_WHAT IS EXPECTED_.
Scan the data below and pick out the lines containing the word "dead".

Saved entries:

+ + + +

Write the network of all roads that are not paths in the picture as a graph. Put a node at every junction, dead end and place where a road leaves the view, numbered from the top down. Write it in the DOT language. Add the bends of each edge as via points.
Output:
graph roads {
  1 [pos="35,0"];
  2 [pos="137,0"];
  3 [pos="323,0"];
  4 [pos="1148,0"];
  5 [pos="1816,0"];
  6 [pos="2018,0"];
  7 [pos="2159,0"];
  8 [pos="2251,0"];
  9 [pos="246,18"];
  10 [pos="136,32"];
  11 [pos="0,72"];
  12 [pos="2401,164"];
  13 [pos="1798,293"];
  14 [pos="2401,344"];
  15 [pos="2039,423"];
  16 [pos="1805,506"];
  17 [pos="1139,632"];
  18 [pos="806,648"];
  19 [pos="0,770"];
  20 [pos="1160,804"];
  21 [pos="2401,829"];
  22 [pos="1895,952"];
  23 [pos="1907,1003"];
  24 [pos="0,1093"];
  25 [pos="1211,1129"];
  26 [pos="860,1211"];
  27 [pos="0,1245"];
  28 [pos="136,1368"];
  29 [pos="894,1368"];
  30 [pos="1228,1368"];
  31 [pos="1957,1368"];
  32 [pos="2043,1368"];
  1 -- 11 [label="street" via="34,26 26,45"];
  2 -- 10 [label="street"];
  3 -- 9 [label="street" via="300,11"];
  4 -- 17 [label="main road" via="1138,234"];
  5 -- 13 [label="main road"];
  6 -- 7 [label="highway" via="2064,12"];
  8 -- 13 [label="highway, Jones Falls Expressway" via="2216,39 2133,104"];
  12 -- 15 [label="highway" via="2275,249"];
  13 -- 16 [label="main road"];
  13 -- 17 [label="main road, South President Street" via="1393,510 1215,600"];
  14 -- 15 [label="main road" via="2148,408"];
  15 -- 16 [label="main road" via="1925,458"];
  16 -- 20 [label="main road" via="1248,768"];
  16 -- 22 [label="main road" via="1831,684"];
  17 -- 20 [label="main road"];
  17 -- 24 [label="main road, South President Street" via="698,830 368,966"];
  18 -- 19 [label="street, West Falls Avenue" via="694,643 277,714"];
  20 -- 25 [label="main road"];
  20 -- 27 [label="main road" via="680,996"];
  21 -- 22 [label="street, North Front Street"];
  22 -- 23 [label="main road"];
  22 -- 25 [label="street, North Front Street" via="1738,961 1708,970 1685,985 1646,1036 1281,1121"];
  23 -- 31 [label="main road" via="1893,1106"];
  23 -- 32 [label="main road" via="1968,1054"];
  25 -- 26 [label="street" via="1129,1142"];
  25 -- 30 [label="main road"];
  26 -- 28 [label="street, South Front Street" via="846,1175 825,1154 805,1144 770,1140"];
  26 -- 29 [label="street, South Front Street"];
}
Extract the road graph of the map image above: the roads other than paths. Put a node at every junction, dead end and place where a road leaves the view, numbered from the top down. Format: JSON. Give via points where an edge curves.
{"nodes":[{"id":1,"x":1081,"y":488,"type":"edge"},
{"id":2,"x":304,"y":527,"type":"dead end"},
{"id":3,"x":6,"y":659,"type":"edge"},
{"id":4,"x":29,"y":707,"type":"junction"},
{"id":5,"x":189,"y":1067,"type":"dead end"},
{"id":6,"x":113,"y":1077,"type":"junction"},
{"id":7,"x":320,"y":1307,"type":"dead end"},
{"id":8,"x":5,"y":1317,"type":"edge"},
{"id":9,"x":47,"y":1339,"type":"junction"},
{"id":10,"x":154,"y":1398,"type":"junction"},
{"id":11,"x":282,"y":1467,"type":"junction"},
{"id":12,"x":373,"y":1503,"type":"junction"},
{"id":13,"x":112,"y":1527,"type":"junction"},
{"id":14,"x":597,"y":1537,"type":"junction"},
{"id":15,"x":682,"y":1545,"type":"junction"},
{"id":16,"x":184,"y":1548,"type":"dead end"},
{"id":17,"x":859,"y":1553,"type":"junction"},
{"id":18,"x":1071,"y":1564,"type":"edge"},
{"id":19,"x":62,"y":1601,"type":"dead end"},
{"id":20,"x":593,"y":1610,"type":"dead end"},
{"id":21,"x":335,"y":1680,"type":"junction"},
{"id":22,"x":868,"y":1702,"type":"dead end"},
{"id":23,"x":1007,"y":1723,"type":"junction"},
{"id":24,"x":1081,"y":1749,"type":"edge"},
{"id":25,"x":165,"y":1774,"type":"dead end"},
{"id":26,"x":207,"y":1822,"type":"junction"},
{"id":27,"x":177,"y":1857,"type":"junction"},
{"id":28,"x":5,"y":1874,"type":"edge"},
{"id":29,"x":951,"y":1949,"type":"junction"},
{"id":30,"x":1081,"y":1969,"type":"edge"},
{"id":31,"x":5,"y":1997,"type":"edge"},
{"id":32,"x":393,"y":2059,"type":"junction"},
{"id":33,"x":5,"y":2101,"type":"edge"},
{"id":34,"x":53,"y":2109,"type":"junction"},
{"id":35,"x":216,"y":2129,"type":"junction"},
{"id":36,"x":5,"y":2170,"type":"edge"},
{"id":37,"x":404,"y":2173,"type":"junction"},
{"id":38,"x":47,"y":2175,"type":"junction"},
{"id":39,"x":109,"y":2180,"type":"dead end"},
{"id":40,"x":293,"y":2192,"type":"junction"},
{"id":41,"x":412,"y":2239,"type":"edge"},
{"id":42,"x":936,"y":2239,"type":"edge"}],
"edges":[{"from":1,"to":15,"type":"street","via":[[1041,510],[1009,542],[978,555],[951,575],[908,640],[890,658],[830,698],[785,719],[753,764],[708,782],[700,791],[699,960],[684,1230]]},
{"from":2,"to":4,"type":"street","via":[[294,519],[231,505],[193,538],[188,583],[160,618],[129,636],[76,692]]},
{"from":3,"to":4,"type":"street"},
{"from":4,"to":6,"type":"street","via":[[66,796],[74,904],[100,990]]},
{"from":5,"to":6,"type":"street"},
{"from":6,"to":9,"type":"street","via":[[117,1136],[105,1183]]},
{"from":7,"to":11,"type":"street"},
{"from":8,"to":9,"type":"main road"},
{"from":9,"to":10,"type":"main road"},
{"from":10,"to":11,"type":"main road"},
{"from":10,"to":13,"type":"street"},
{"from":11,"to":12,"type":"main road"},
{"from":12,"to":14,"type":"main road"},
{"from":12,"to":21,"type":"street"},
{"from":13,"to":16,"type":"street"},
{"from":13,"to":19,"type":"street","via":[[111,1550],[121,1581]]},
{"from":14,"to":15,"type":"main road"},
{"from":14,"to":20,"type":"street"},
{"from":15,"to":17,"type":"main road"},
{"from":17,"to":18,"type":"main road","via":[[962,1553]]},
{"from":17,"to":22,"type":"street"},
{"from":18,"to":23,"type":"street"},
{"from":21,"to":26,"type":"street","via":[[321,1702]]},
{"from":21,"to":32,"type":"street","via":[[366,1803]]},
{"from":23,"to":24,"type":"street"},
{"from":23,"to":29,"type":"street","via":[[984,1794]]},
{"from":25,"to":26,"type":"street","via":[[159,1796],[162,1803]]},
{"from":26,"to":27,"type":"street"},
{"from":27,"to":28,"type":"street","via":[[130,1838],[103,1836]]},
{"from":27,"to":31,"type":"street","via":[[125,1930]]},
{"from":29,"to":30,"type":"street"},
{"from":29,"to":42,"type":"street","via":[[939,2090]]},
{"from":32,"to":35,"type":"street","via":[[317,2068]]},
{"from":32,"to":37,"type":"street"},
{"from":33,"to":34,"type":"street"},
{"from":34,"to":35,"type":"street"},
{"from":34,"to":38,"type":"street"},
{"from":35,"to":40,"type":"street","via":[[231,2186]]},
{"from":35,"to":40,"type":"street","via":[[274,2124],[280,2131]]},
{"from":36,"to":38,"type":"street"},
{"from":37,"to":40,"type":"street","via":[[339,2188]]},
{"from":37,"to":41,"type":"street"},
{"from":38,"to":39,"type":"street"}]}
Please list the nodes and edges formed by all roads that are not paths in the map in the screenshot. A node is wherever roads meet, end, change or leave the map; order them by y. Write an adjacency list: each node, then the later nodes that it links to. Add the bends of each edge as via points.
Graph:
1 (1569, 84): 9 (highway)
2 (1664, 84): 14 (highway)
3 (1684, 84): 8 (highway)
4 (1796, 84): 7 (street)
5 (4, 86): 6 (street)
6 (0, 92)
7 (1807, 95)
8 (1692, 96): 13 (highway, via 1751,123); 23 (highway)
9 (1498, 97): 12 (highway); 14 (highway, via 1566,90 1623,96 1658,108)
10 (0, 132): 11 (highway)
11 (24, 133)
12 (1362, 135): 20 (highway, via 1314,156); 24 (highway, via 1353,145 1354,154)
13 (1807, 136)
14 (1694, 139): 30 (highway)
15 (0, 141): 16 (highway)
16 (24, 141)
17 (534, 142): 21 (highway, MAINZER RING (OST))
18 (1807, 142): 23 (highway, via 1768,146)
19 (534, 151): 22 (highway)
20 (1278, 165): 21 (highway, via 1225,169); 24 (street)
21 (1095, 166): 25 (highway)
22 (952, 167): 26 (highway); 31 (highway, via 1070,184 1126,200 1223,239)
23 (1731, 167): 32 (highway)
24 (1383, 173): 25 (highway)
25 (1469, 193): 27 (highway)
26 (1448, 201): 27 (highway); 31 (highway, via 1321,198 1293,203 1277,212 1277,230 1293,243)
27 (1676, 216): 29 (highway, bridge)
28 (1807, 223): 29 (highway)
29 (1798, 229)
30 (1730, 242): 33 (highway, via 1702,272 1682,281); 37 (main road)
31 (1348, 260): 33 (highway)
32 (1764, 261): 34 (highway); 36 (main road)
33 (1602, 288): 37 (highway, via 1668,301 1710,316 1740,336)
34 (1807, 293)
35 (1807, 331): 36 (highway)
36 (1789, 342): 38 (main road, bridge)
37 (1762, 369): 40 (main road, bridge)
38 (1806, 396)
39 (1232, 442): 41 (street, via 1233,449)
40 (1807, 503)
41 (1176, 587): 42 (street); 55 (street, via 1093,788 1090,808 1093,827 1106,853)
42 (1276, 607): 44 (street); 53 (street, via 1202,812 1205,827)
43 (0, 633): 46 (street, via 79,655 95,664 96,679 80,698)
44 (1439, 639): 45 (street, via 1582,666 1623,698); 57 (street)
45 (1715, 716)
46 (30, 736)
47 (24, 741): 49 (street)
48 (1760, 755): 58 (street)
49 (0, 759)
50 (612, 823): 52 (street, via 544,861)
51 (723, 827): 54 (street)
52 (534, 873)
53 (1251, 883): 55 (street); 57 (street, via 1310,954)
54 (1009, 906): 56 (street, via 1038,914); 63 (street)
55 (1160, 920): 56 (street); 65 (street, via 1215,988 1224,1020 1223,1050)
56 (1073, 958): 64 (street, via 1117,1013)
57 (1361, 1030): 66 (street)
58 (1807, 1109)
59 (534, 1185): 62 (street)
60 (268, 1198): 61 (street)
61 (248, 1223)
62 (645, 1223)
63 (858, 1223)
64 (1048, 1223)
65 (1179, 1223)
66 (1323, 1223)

+ + + +

_EXERCISE RESPONSE_.
Write the network of all roads that are not paths in the picture as a graph. Put a node at every junction, dead end and place where a road leaves the view, numbered from the top down. Write it in the DOT language. Add the bends of each edge as via points.
Extract the road graph of the map image above: the roads other than paths. Put a node at every junction, dead end and place where a road leaves the view, numbered from the top down. Format: JSON. Give via points where an edge curves.
{"id":2,"x":304,"y":527,"type":"dead end"},
{"id":5,"x":189,"y":1067,"type":"dead end"},
{"id":7,"x":320,"y":1307,"type":"dead end"},
{"id":16,"x":184,"y":1548,"type":"dead end"},
{"id":19,"x":62,"y":1601,"type":"dead end"},
{"id":20,"x":593,"y":1610,"type":"dead end"},
{"id":22,"x":868,"y":1702,"type":"dead end"},
{"id":25,"x":165,"y":1774,"type":"dead end"},
{"id":39,"x":109,"y":2180,"type":"dead end"},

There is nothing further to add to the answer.